Album of the year: there has been a late challenge


It looks like I spoke too soon.

"Grinderman 2". In which Nick Cave and his band of hairy brothers continue to blur the line between Grinderman and the post-Mick Harvey Bad Seeds. The point of first Grinderman album, as it seems to me, and as I think I have said before, was not in what it was, but in what it led to: a rejuvenated Seeds on "Dig, Lazarus, Dig!!!" But now, with Grinderman not so much a case of shaking the comfortable old sack to see what comes out as a legitimate musical project with its own history and, perhaps, defined parameters, the distinction, if there still is one, between Grinderman and Seeds is, as the lawyers would say, a fine one Okay, so perhaps Grinderman are a bit more feral, and certainly more rough around the edges, than (at least recent) Bad Seeds have tended to be, but the common purpose, the "bleed", if you like, between the two Grinderman albums and "Lazarus" is such that by now you can just as easily reach for Grinderman as for the Bad Seeds for your essential Nick Cave fix. (There are moments on this album when you wouldn't necessarily know which one you had picked up.) Album of the year? I don't suppose so, but in another year it coulda been a contender.
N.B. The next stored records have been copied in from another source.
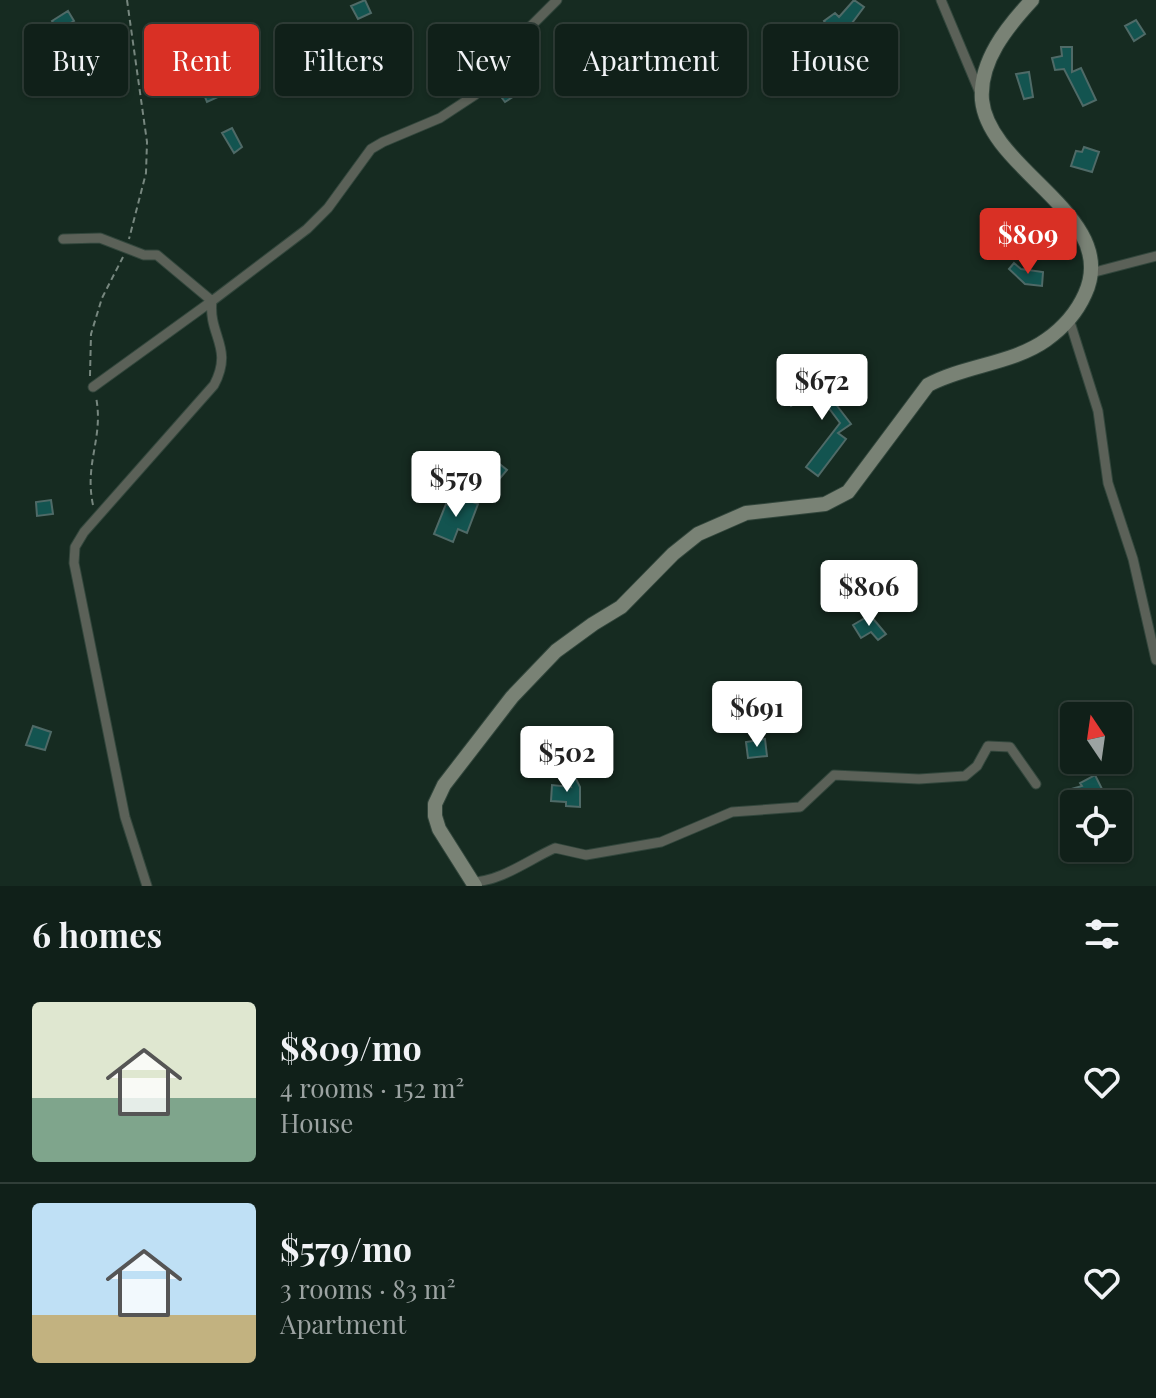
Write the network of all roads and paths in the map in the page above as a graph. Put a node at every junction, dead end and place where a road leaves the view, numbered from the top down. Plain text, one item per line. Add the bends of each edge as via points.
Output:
1 (127, 0) edge
2 (557, 0) edge
3 (941, 0) edge
4 (1032, 0) edge
5 (982, 100) junction
6 (63, 239) dead end
7 (126, 247) junction
8 (1156, 256) edge
9 (1091, 273) junction
10 (212, 301) junction
11 (1069, 319) junction
12 (93, 387) junction
13 (96, 518) junction
14 (1156, 660) edge
15 (1036, 784) dead end
16 (473, 884) edge
17 (147, 886) edge

1 - 7 path via 147,142 146,173
2 - 10 street via 533,21 475,95 440,118 371,149 307,229
3 - 5 street
4 - 5 main road via 1009,24 987,63
5 - 9 main road via 1001,141 1074,220 1084,238
6 - 7 street via 100,238
7 - 10 street via 157,255
7 - 12 path via 91,334
8 - 9 street
9 - 11 main road via 1079,308
10 - 12 street
10 - 13 street via 224,358 214,385
11 - 14 street via 1098,411 1108,483 1133,559
11 - 16 main road via 1028,349 928,385 848,492 825,504 746,513 698,534 621,607 556,651 512,697 435,804 439,829
12 - 13 path via 99,416 89,484
13 - 17 street via 75,547 74,563 125,817
15 - 16 street via 1010,747 988,746 965,776 834,775 800,807 732,812 661,842 586,855 555,848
"Le Noise", by Neil Young. Two words come to mind when I listen to this record: "Ed Kuepper". One man, one guitar, and the mother of all effects pedals. At a couple of points during the course of the record I could swear that he was going to start singing "When I First Came To This Land". Listen to the start of "Someone's Gonna Rescue You" with your eyes closed. Make up your own mind. (I think the particular Kuepper record I have in mind is the live album "With A Knapsack On My Back".) Young's vocal register is a fraction higher, but there isn't a lot in it. You couldn't really say the child is the father of the man, because they are both no longer spring chickens, but you know what I mean. Or maybe you don't. Daniel Lanois cops a lot of shit, but come on: "Time Out Of Mind". "Apollo: Atmospheres And Soundtracks". "Yellow Moon". That Emmylou Harris album. And now this remarkable beast. What's a guy gotta do? Seriously. Album of the year? It might be, if only I could get the chance to play it at the volume it deserves to be played at.
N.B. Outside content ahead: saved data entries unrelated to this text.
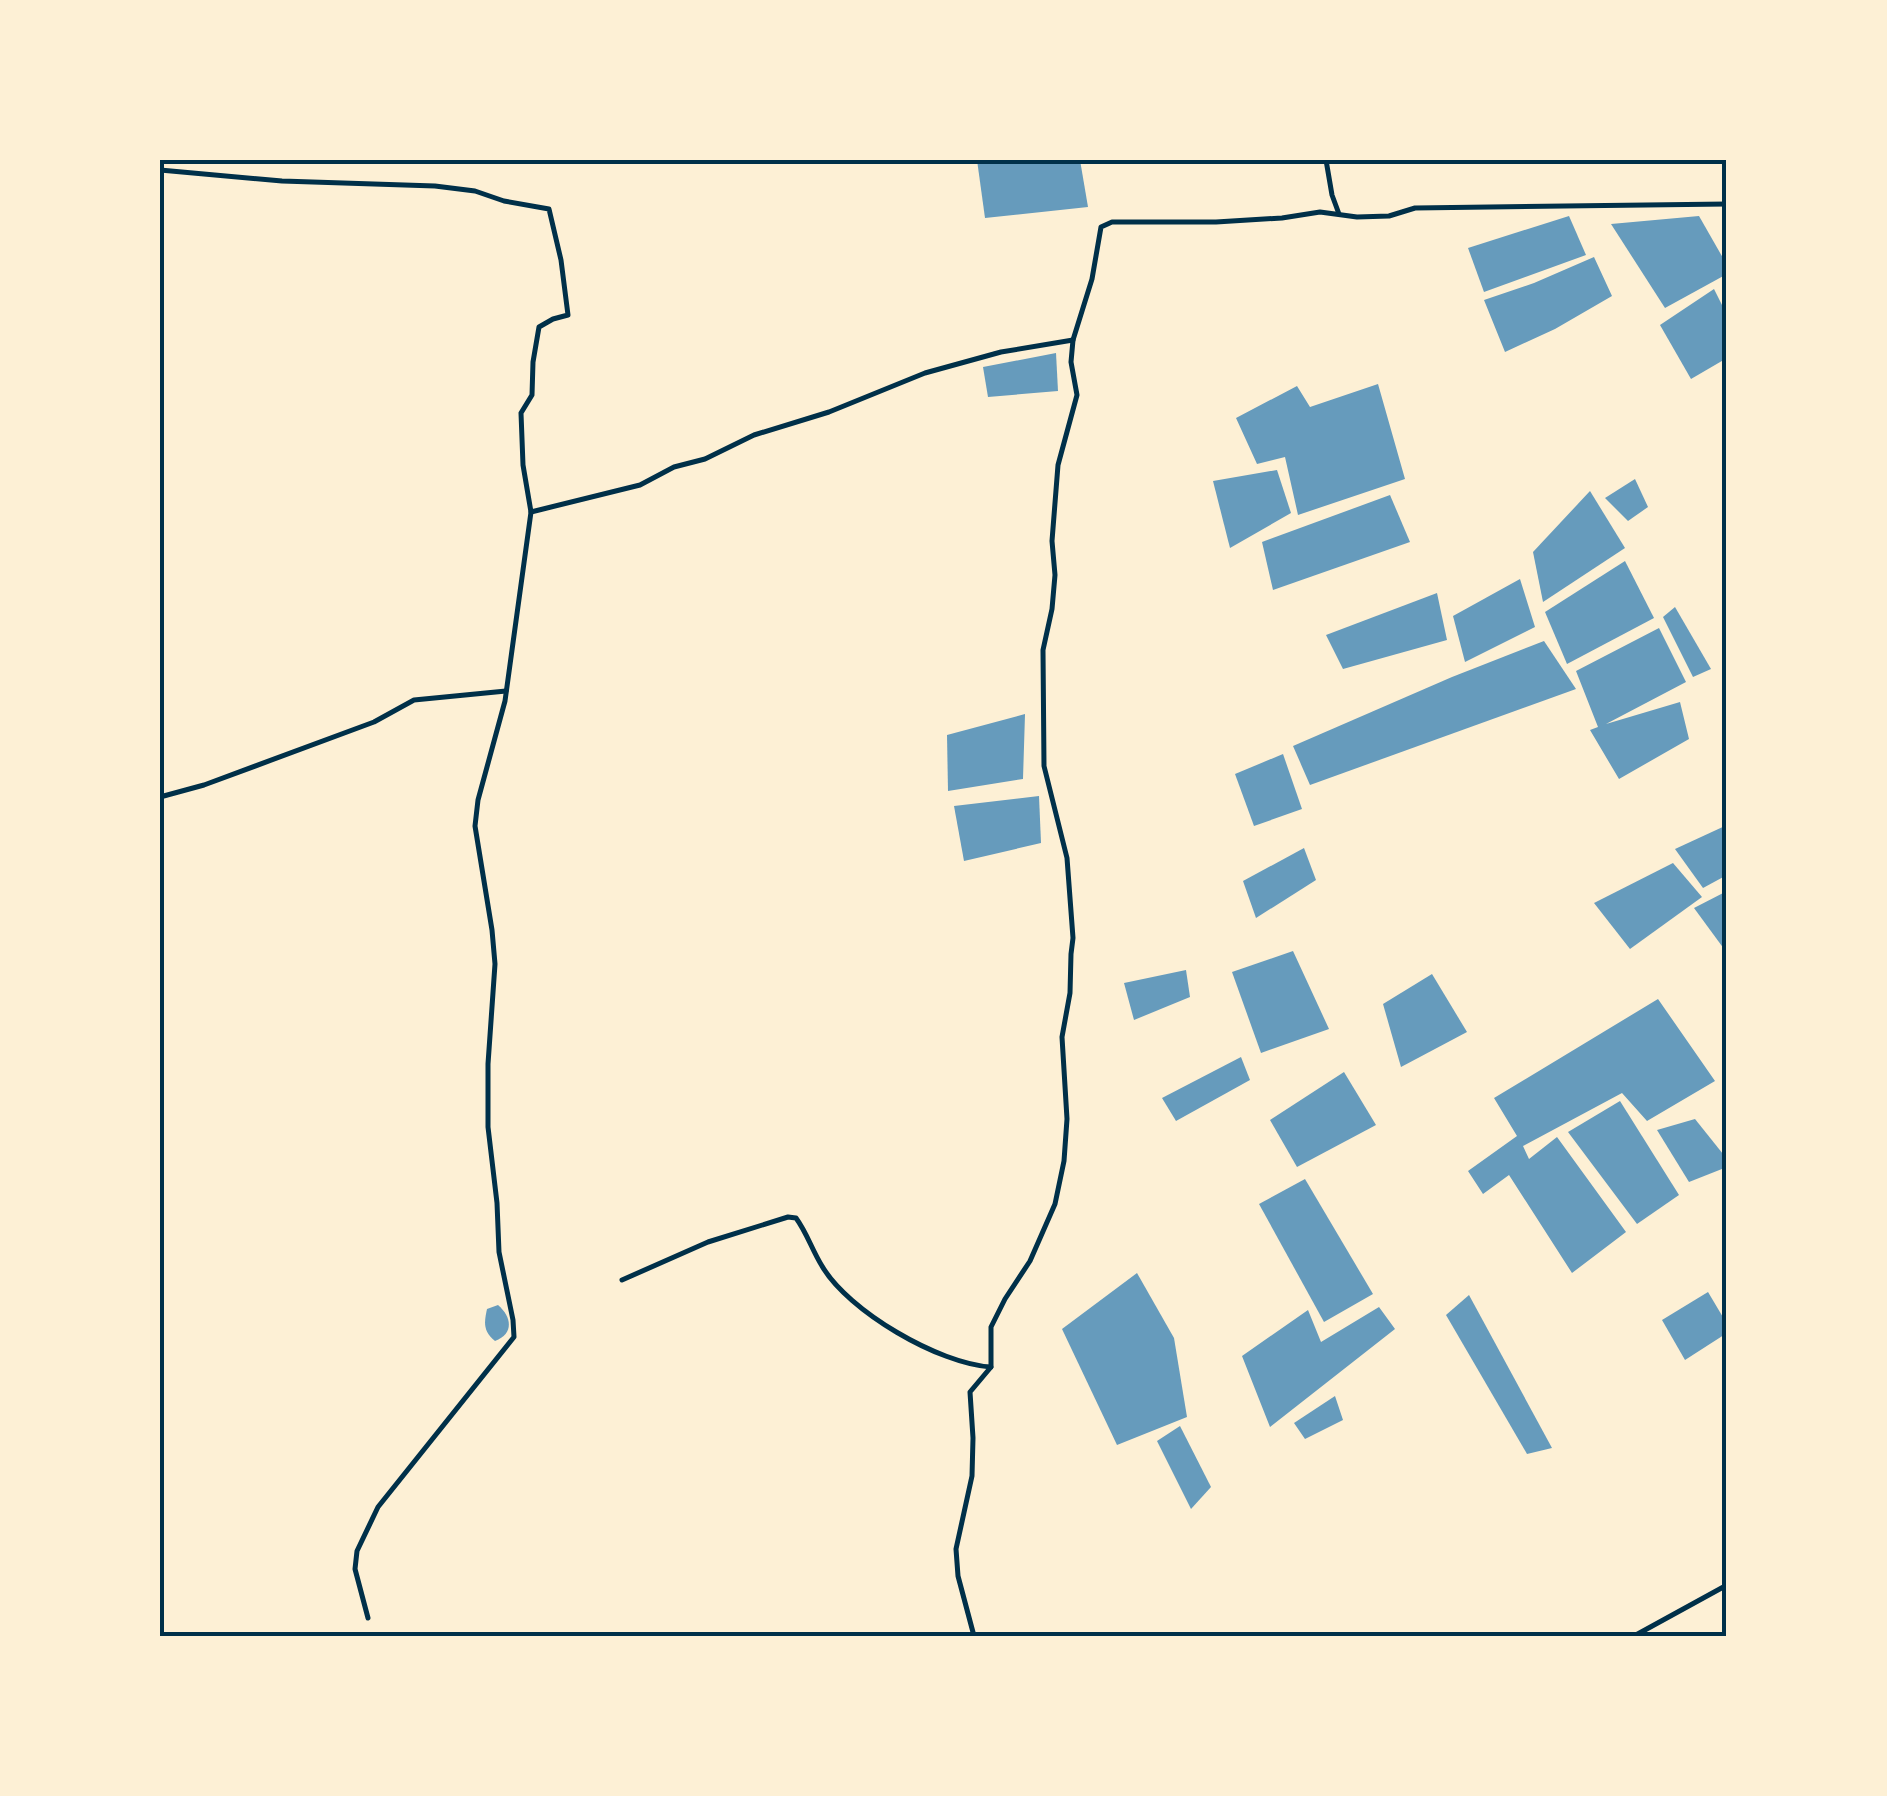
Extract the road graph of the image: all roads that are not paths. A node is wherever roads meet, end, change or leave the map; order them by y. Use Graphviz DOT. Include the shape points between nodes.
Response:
graph roads {
  1 [pos="1326,160"];
  2 [pos="160,170"];
  3 [pos="1727,204"];
  4 [pos="1339,214"];
  5 [pos="1073,340"];
  6 [pos="531,512"];
  7 [pos="506,691"];
  8 [pos="160,797"];
  9 [pos="622,1280"];
  10 [pos="991,1367"];
  11 [pos="1727,1585"];
  12 [pos="368,1618"];
  13 [pos="974,1636"];
  14 [pos="1634,1636"];
  1 -- 4 [label="street"];
  2 -- 6 [label="street" via="435,186 549,209 568,316 540,328 532,395 520,413"];
  3 -- 4 [label="street"];
  4 -- 5 [label="street" via="1112,222 1102,227"];
  5 -- 6 [label="street" via="925,373 640,485"];
  5 -- 10 [label="street" via="1077,395 1058,465 1042,711 1044,766 1066,858 1074,938 1062,1037 1064,1161 1030,1260 991,1327"];
  6 -- 7 [label="street"];
  7 -- 8 [label="street" via="414,700 374,722"];
  7 -- 12 [label="street" via="474,826 495,964 486,1090 514,1337 378,1506 356,1551"];
  9 -- 10 [label="street" via="737,1231 796,1218 833,1281 866,1311 907,1339"];
  10 -- 13 [label="street" via="970,1392 972,1476 956,1549"];
  11 -- 14 [label="street"];
}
"Belle And Sebastian Write About Love", by, well, duh. It's been a long wait. It's another good B&S album. We really are spoiled, aren't we, when we can even entertain a discussion about the relative merits of this album versus that album or whatever. Just enjoy it. That's what it's for. Album of the year? Yes, of course, if I was in (yet another) cardigan phase of my life. So, no. Or at least, not today. (Irrelevant aside: note the coincidental titles of these two, not dissimilar, records, also bearing in mind that both appeared after a lengthy hiatus suggesting we would never be blessed with them -- "Belle And Sebastian Write About Love". "Bart And Friends Make You Blush". See what they did there?)

"North", by Darkstar. It continues to amaze me how much raw emotion can be worked from the sounds made by machines. The Human League. Kraftwerk. Telefon Tel Aviv. Junior Boys. Air (although their palette is broader). And now Darkstar. Some records, and I'm not talking lyrics here, I'm talking sounds, or combinations of words and sounds maybe, have a certain, well, I don't even know what you would call it -- a "quality"; an "X factor" -- that hits me like a punch in the stomach. If "North" doesn't have that effect on you, I can imagine it might leave you seriously underwhelmed, because its surface alone, in the context of what it is going to be, inevitably, compared with (Hyperdub long players, of which there have been few, in particular; the future of dubstep, in general), may well, as your stockbroker might say, surprise on the downside. (In which case I feel sad for you, but I understand.) Me? I have a feeling that this record will be with me for a long, long time. Album of the year? I think it might have been, if only I had enough time to take it in, to absorb its lessons, to live in it. And you can't do that in a couple of months.